# Brief
Whenever a line in the entries below includes the string "Sheppard", count that line. Report the total alone.

Provided records below:

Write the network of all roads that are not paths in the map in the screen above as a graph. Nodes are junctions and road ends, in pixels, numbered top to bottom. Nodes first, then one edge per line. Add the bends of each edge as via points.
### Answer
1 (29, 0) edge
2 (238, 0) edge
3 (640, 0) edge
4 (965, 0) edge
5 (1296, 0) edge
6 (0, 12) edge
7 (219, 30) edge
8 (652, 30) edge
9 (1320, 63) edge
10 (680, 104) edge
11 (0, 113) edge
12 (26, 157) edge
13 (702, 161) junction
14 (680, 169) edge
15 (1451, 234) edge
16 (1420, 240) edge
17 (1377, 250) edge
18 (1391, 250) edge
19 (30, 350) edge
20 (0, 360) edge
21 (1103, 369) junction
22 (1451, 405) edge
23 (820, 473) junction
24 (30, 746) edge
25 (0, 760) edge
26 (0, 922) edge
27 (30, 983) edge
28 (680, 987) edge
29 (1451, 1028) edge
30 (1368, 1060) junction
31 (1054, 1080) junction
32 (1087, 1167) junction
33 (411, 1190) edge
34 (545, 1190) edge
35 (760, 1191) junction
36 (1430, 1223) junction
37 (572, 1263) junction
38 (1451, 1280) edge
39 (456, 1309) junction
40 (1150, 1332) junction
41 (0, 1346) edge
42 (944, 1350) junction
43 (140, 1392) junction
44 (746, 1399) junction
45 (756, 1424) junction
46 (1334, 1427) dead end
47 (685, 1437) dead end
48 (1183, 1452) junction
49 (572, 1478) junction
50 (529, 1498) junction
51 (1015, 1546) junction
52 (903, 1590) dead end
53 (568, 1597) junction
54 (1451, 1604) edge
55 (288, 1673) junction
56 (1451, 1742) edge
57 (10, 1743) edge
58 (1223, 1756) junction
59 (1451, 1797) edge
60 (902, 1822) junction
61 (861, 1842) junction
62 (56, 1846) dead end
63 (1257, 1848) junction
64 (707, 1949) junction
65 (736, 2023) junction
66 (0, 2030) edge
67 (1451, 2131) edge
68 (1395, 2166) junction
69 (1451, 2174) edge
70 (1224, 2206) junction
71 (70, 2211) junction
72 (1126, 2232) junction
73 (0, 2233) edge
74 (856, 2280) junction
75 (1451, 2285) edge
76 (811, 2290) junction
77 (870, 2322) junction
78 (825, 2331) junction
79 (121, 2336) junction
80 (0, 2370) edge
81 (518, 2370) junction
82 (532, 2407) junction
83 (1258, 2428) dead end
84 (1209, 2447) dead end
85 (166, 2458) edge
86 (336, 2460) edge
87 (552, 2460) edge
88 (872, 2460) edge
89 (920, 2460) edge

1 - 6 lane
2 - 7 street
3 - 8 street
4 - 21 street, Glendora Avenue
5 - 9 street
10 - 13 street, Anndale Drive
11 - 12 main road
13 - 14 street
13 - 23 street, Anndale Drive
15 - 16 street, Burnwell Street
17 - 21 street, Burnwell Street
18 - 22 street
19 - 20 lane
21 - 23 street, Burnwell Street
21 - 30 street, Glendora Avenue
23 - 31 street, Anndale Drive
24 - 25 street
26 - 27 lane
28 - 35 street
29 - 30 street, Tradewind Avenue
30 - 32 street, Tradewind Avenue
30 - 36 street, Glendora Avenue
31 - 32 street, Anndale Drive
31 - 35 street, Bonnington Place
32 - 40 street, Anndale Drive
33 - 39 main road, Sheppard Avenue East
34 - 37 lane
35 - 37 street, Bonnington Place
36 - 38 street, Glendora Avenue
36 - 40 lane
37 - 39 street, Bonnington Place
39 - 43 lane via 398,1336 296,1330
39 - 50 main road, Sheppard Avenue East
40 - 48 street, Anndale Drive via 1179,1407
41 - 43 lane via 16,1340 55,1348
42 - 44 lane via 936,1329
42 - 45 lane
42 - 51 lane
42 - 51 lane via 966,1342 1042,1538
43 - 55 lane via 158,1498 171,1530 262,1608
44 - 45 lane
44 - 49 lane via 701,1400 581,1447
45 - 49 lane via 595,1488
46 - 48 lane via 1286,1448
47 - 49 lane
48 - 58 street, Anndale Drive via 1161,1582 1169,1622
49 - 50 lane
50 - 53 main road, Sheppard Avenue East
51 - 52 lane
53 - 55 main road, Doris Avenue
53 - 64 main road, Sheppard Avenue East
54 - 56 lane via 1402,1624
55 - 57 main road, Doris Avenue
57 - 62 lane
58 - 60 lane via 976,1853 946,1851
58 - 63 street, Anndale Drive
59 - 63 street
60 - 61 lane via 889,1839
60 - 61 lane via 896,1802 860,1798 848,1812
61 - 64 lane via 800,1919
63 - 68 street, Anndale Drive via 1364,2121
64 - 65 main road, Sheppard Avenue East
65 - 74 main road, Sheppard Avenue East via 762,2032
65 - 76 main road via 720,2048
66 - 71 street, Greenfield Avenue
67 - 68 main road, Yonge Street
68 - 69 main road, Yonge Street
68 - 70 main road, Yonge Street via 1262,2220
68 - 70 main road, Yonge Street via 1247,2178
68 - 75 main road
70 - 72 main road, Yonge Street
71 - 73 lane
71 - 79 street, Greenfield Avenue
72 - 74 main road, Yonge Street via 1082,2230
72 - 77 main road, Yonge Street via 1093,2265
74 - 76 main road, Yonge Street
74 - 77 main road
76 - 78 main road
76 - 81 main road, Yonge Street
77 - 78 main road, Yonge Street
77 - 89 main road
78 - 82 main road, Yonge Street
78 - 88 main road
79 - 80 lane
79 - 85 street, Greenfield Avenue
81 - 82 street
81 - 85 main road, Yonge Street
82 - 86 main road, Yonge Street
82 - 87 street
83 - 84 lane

End of Provided records.

# Response area
6